Devoted to the Propagation and Defense of New Testament Christianity
May 17, 1956

Considering Church Authority

Vaughn D. Shofner, Camden, Arkansas

The present day treatment of the significant inherent in the scriptural teaching of the church as a group is alarming. Seemingly, church members in general have abandoned sincere study of the word Of God regarding the church and her authority, and therefore are unable to "see" many threats and dangers which are abroad.

To make the condition more alarming is the fact that many unscriptural ideas regarding the church come by way of the teachers in "our" institutions of higher learning. Some deadly spiritual disease must have its poisonous talons deep in the heart of the college professor who can not see any difference in the action of a church member and the church as a group — that is, one who thinks the church can do anything the individual member can do. Yet, we hear them say it far too often. Methinks the inordinate desire to justify church supported colleges and the lust for great organizational moves in the church are compounded to produce the anaesthetizing potion.

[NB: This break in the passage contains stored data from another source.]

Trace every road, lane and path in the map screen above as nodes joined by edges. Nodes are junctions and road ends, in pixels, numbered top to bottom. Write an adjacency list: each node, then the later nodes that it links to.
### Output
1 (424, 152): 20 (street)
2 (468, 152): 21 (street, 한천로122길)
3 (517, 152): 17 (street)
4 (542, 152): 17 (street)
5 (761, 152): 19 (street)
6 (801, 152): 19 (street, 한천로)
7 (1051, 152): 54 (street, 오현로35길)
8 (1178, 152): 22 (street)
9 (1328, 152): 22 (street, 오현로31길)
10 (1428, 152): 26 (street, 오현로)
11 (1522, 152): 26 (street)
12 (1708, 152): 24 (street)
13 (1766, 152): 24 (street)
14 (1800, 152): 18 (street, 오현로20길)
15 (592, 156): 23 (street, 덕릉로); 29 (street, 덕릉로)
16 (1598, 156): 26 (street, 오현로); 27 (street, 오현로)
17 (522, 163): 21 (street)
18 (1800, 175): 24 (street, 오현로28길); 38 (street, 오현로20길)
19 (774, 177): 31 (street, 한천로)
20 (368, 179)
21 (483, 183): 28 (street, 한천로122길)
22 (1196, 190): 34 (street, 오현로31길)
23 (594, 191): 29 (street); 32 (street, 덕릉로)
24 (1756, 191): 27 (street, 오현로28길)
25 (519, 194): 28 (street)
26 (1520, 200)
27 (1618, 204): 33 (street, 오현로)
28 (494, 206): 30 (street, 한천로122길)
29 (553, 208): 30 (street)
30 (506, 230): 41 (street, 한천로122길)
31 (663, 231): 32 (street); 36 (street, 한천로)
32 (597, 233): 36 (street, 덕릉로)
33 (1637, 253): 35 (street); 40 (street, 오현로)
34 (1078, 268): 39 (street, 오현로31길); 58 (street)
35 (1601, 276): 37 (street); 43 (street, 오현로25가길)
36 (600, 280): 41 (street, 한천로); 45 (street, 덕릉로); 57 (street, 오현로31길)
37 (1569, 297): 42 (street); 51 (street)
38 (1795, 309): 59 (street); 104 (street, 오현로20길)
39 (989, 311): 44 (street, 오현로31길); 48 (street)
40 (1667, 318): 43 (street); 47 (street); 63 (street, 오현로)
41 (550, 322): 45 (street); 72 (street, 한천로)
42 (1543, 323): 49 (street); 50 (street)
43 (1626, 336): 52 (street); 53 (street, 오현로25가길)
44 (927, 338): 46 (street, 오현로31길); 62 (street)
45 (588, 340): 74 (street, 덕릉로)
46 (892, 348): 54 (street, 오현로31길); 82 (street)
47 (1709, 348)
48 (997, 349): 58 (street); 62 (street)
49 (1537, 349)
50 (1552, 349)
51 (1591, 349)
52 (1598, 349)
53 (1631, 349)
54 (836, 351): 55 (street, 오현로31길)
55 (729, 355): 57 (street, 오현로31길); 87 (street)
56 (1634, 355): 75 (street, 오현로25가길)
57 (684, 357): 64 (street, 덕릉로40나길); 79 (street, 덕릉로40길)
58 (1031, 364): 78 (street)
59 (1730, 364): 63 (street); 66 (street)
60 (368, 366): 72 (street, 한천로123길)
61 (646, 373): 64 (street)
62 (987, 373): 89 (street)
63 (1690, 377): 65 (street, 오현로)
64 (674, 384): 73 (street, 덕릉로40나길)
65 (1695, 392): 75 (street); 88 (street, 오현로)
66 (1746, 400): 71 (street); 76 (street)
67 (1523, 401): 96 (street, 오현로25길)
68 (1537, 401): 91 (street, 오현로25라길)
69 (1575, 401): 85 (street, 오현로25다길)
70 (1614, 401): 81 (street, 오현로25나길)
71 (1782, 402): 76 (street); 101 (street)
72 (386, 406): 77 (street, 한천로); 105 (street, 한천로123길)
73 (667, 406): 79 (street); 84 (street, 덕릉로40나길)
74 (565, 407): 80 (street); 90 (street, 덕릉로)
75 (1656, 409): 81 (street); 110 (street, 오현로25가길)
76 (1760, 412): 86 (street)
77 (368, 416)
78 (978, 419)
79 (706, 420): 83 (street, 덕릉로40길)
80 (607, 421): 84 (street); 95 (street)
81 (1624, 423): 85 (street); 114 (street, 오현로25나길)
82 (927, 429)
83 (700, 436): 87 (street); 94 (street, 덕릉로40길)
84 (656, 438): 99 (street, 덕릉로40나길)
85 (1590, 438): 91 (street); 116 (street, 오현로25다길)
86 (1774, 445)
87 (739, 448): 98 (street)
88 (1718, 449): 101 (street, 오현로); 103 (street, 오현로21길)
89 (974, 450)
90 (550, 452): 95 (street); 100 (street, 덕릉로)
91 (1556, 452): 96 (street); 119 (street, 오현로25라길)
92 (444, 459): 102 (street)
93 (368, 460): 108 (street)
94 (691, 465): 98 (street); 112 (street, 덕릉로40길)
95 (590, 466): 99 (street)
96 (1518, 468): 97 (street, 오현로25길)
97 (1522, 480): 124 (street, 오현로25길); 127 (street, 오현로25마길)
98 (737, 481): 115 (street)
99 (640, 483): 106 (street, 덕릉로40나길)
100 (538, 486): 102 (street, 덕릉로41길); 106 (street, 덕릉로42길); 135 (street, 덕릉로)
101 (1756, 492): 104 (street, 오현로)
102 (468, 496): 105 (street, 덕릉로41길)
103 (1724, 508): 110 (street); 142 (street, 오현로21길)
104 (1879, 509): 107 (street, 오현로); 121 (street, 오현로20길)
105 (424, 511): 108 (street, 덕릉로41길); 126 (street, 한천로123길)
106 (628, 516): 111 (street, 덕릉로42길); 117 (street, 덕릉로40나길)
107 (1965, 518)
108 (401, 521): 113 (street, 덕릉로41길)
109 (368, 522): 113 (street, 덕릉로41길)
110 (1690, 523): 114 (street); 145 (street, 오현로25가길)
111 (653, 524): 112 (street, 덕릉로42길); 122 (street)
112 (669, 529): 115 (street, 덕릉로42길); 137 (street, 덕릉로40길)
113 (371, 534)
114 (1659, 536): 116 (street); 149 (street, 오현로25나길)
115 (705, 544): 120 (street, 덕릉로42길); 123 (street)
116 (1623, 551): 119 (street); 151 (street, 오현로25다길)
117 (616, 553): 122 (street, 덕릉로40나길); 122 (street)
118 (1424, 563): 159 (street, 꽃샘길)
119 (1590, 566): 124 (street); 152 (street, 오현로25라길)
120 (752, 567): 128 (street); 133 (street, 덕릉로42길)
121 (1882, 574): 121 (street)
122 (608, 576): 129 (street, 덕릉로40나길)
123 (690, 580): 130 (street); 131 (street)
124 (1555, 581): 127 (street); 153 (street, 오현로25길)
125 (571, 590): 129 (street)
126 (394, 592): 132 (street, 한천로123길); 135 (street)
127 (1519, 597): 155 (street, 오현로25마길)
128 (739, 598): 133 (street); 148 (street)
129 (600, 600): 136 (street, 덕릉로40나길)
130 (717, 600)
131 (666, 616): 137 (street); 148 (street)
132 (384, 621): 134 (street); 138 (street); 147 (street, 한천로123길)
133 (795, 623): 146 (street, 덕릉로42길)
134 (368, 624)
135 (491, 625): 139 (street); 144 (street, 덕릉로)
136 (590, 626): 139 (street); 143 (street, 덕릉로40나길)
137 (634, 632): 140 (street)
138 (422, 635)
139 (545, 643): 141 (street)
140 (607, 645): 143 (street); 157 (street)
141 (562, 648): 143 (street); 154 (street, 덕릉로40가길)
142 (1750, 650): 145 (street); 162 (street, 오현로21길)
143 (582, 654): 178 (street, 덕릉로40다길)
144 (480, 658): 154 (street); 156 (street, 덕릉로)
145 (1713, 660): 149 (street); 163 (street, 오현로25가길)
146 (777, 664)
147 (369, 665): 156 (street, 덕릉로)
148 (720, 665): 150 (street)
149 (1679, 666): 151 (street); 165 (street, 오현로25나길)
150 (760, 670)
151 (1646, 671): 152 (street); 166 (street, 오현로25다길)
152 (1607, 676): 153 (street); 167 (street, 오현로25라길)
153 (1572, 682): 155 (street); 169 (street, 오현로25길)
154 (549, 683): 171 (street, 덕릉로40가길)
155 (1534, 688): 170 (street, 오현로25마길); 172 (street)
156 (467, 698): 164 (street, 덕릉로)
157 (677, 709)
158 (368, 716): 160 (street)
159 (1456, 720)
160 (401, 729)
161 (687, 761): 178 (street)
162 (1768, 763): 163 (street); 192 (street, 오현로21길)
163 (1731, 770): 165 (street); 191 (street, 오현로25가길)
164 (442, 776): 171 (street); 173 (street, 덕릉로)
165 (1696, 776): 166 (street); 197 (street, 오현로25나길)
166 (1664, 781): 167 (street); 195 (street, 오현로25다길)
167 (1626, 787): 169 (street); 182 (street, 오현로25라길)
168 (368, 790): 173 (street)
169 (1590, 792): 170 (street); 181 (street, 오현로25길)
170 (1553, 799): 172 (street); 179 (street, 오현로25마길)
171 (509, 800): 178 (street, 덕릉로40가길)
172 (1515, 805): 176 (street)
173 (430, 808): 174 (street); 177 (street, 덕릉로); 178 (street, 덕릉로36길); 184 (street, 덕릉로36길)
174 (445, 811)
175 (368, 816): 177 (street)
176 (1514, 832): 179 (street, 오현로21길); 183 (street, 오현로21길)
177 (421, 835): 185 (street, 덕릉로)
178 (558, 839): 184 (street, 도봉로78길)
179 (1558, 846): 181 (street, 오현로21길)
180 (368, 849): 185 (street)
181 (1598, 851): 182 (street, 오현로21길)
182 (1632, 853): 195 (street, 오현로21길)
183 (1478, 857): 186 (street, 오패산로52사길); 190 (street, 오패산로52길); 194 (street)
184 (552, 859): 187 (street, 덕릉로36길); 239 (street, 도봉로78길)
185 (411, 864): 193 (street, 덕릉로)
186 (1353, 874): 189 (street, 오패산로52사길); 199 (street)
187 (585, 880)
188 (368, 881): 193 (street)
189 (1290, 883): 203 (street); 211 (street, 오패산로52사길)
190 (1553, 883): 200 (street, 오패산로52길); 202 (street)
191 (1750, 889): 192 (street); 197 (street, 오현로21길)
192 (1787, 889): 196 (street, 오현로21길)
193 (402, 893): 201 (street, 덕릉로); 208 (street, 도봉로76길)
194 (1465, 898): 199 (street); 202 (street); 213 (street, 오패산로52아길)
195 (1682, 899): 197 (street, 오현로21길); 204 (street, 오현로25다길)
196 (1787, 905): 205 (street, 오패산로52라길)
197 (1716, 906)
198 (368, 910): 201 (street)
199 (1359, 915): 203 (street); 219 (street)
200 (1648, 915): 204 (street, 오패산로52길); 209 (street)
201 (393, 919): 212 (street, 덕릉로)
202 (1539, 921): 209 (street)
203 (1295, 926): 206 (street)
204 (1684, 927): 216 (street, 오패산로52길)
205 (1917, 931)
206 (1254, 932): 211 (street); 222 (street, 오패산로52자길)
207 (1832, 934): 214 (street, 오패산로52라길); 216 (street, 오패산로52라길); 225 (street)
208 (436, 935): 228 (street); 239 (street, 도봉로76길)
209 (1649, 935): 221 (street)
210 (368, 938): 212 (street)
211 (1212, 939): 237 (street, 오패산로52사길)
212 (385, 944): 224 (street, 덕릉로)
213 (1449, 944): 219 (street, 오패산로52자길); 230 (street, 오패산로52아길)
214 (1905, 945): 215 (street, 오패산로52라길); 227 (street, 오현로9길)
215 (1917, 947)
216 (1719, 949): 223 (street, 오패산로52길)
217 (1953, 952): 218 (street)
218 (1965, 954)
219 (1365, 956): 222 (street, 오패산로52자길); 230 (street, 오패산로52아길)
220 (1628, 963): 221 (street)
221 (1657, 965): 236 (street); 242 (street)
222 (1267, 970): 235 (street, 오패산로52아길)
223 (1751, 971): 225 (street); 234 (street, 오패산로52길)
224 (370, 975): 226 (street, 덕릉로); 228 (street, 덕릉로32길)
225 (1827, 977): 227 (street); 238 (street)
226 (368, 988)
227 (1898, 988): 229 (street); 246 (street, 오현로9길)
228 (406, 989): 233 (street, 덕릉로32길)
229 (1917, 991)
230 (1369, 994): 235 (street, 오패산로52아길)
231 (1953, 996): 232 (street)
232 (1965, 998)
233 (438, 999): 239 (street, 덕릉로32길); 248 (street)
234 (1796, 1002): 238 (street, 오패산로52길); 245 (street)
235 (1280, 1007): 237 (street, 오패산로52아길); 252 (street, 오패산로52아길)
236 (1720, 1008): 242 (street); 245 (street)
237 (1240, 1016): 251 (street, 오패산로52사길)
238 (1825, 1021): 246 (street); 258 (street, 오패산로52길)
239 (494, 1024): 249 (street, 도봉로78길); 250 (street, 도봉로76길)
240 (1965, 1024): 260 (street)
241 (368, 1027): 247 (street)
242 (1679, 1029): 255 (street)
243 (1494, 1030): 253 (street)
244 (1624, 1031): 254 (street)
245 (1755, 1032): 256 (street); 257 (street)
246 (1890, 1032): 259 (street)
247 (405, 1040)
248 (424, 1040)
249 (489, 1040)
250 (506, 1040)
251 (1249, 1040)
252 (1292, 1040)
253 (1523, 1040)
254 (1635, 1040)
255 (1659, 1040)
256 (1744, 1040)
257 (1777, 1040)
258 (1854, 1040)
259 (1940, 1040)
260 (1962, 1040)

Coextensive with the history of man can be seen the idea of individual and group activity in God's plan. God has always required his people to assume individual responsibilities, and he also has always required his people to assume group responsibilities. These two requirements are necessarily complementary to each other, but they can not be consolidated.

Friend, please notice this teaching in the Old Testament: "And the Lord spoke unto Moses, saying, Speak unto the children of Israel, and say unto them, Concerning the feasts of the Lord, which ye shall proclaim to be holy convocations, even these are my feasts. Six days shall work be done: but the seventh day is the sabbath of rest, an holy convocation; ye shall do no work therein: it is the sabbath of the Lord in all your dwellings." (Lev. 23:1-3 It is not hard to understand that the Lord here required his people to engage themselves in "holy convocation's," and it is equally as easy to understand that part of their time was not spent in the "holy convocations." Yet, common sense shouts that they were God's people in either of the realms of activity, and reason concludes that God's people are called upon to respect these two realms of activity. "Convocation" is the act of "convoking" (cum: together, plus vocare: to call, and certainly if they could have "seen" no difference in individual acts and acts of the "convocations" they could have eliminated the convocations.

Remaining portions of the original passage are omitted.